Image Source – Pexels
Data replication is the process of storing multiple copies of data to ensure system reliability and improve data availability. ClickHouse supports multi-primary replication, and it is asynchronous (eventually consistent). Every MergeTree table engine has a replicated version, and other engines don’t support data replication.
Replicated tables require Apache Zookeeper or ClickHouse keeper. Creation/Deletion of replicated tables should happen in individual nodes of the cluster. The data can be inserted and read from any nodes in the cluster. Let us look at the steps to create a replicated table in the ClickHouse cluster. I am using docker and Apache Zookeeper to demonstrate the steps involved. Ensure the Docker engine and Docker compose are installed and working.
Docker-based ClickHouse cluster.
Let us set up a 3-node ClickHouse cluster and a single-node Zookeeper. I have used the docker-compose file below for this setup.

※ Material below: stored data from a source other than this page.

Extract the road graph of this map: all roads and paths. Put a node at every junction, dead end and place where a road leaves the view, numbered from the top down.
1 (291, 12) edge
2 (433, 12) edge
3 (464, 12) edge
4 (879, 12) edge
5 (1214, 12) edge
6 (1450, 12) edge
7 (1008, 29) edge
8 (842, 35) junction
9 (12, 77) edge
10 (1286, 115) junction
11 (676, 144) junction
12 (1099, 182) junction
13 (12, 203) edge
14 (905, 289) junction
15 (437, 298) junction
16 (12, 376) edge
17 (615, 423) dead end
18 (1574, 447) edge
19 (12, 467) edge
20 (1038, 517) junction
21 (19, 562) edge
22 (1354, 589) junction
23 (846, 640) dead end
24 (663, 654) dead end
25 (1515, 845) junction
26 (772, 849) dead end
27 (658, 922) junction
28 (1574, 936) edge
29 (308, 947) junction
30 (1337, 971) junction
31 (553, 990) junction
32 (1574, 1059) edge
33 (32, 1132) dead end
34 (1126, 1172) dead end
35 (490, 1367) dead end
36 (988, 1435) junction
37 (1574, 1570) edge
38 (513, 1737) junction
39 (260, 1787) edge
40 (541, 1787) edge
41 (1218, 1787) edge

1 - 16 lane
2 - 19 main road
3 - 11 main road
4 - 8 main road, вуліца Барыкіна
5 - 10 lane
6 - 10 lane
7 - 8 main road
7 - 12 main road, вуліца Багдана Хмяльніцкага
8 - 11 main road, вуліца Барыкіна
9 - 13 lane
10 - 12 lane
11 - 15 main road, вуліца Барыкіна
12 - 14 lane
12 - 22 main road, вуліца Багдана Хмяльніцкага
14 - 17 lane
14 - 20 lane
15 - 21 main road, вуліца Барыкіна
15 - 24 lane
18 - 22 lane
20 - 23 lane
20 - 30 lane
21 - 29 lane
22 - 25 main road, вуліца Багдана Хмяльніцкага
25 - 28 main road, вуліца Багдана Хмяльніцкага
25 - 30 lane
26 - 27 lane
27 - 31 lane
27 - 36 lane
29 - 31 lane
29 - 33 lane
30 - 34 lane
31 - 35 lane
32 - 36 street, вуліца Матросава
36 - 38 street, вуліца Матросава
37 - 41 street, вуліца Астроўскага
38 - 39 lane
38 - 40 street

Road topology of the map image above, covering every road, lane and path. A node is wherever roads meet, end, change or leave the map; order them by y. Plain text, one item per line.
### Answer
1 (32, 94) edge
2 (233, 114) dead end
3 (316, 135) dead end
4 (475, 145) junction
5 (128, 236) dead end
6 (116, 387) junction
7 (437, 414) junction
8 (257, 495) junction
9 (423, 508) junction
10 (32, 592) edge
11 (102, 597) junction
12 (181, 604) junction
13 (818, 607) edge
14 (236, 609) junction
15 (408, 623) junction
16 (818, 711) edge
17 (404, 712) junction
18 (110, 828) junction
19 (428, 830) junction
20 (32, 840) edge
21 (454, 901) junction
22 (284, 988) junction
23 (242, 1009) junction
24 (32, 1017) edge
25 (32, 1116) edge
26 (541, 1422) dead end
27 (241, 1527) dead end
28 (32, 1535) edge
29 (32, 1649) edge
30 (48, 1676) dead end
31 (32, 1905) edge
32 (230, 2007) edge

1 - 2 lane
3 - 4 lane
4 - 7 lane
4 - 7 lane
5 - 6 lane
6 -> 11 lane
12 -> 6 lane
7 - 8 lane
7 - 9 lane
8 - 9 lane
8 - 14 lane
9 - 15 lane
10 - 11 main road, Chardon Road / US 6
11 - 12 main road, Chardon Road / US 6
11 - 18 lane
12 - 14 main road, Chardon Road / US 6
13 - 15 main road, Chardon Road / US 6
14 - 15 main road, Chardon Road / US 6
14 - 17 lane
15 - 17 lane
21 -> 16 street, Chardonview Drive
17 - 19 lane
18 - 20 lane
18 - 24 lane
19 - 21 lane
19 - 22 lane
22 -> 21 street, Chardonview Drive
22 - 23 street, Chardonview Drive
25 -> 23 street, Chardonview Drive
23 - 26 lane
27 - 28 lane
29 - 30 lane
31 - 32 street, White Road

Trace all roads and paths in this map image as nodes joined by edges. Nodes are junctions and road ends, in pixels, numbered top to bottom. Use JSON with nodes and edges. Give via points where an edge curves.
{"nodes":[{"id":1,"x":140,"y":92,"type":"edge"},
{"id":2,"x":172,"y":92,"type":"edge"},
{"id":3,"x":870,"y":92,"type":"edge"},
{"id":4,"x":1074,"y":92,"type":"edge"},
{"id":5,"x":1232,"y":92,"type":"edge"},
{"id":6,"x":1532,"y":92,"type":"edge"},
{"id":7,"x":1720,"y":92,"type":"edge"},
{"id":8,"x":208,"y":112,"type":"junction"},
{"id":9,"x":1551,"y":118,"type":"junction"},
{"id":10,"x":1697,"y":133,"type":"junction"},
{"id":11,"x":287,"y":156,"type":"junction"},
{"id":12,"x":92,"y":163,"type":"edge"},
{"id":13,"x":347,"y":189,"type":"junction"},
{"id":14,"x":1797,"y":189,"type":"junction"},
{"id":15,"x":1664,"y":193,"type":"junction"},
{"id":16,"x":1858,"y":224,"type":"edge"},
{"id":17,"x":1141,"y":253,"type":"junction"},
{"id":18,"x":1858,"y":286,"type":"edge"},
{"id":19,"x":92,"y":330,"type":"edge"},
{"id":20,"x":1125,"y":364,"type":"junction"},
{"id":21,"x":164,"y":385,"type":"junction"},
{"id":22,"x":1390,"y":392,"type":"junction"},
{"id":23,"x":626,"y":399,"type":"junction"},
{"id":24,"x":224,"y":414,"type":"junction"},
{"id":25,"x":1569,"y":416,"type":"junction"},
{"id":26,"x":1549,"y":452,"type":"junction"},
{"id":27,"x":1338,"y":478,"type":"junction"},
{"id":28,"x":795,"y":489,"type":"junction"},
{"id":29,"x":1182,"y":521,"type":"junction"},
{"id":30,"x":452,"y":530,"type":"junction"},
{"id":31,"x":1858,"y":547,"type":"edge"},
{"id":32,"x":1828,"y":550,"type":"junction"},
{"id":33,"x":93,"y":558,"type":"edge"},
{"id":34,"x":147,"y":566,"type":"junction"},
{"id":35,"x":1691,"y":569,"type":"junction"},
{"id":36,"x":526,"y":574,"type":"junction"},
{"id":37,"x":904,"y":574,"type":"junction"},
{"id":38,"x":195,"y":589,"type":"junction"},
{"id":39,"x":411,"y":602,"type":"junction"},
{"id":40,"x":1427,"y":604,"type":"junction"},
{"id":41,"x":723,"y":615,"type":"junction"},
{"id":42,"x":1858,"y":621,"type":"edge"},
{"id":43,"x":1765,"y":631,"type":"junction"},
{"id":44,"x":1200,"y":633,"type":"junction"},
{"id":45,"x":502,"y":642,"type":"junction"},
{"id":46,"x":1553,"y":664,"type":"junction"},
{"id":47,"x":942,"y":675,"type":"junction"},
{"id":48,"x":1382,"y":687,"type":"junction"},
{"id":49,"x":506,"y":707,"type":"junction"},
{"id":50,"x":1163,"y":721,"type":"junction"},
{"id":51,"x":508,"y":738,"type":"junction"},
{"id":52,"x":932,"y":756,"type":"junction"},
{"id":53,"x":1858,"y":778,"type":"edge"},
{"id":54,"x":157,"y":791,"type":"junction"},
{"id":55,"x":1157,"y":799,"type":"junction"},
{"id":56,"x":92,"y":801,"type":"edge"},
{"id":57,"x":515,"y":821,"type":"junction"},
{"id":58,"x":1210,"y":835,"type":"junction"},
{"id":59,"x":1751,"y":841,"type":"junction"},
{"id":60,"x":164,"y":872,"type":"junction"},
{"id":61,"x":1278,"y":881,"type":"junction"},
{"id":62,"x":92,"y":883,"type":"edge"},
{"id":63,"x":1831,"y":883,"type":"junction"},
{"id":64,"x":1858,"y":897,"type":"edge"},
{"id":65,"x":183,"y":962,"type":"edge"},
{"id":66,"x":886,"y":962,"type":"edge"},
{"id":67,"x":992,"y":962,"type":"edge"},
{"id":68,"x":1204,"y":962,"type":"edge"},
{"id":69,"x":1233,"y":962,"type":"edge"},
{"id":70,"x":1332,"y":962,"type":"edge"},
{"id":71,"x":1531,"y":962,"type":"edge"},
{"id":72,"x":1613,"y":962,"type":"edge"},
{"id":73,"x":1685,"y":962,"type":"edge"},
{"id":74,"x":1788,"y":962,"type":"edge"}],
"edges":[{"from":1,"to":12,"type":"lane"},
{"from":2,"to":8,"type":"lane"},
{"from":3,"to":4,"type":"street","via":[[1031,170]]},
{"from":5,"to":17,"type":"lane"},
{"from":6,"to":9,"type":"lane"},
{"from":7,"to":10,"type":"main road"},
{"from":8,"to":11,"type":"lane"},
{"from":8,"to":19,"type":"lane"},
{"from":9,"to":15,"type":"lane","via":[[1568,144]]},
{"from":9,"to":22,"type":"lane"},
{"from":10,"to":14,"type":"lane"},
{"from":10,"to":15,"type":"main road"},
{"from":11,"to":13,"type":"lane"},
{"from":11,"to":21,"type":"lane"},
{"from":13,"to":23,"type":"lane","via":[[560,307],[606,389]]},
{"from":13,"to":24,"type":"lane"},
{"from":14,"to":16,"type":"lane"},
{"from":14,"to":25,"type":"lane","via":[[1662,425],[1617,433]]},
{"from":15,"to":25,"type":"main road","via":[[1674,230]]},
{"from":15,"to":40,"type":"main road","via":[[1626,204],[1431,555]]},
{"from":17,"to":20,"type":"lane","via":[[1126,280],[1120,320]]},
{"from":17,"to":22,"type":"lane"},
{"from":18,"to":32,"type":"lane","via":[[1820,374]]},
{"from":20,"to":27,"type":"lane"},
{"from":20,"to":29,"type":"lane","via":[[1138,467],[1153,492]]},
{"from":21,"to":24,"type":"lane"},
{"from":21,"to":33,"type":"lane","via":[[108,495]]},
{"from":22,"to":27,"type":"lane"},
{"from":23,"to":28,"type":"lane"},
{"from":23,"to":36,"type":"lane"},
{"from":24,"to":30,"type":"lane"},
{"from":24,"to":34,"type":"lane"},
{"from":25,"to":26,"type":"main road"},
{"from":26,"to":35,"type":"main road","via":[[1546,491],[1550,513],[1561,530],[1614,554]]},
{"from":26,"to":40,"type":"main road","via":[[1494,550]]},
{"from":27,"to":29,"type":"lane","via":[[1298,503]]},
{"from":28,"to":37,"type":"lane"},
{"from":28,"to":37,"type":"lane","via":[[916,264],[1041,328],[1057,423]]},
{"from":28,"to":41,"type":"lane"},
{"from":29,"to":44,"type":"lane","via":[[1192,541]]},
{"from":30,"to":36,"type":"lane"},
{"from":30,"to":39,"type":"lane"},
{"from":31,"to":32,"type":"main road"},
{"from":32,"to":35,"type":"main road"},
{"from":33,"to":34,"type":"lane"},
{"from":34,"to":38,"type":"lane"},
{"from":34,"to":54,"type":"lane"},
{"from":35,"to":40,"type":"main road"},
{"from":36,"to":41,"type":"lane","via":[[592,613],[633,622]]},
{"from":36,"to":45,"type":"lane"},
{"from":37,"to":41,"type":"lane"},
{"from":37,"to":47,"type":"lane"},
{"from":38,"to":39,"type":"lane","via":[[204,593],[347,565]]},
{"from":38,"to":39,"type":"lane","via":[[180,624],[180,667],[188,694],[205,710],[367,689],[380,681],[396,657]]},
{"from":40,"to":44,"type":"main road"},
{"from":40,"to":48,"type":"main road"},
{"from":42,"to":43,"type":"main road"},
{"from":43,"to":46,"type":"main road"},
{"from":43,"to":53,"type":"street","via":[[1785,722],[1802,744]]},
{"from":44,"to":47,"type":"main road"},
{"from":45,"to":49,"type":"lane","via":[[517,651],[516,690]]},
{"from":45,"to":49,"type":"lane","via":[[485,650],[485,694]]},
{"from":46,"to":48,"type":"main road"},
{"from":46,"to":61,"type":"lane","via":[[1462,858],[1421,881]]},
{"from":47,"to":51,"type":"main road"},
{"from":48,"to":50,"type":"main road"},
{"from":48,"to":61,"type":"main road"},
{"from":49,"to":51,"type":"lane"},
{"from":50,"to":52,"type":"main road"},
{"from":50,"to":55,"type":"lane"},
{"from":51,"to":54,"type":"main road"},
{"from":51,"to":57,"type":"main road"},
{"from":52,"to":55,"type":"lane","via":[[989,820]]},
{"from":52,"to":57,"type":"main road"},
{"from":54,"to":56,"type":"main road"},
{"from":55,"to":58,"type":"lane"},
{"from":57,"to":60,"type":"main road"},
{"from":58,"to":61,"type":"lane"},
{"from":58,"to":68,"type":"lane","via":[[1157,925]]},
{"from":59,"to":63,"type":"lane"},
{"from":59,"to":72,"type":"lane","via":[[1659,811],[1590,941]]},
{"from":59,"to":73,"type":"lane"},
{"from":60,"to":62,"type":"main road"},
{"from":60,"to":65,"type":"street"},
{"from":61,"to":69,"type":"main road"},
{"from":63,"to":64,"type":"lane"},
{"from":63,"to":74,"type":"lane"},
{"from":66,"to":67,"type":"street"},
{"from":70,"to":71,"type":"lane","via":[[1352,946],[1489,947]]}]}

version: '3' services: zookeeper: image: 'bitnami/zookeeper:latest' networks: - ch_replicated environment: - ALLOW_ANONYMOUS_LOGIN=yes - ZOOKEEPER_CLIENT_PORT=2181 ports: - "2182:2181" - "2888:2888" - "3888:3888" clickhouse1: image: clickhouse/clickhouse-server ports: - "8002:9000" - "9123:8123" ulimits: nproc: 65535 nofile: soft: 262144 hard: 262144 networks: - ch_replicated depends_on: - zookeeper clickhouse2: image: clickhouse/clickhouse-server ports: - "8003:9000" - "9124:8123" ulimits: nproc: 65535 nofile: soft: 262144 hard: 262144 networks: - ch_replicated depends_on: - zookeeper clickhouse3: image: clickhouse/clickhouse-server ports: - "8004:9000" - "9125:8123" ulimits: nproc: 65535 nofile: soft: 262144 hard: 262144 networks: - ch_replicated depends_on: - zookeeper networks: ch_replicated: driver: bridge
We are creating a bridge network (ch_replicated) for seamless networking experience across the containers. Fire up the containers using docker-compose up command. verify if all the containers are up and running.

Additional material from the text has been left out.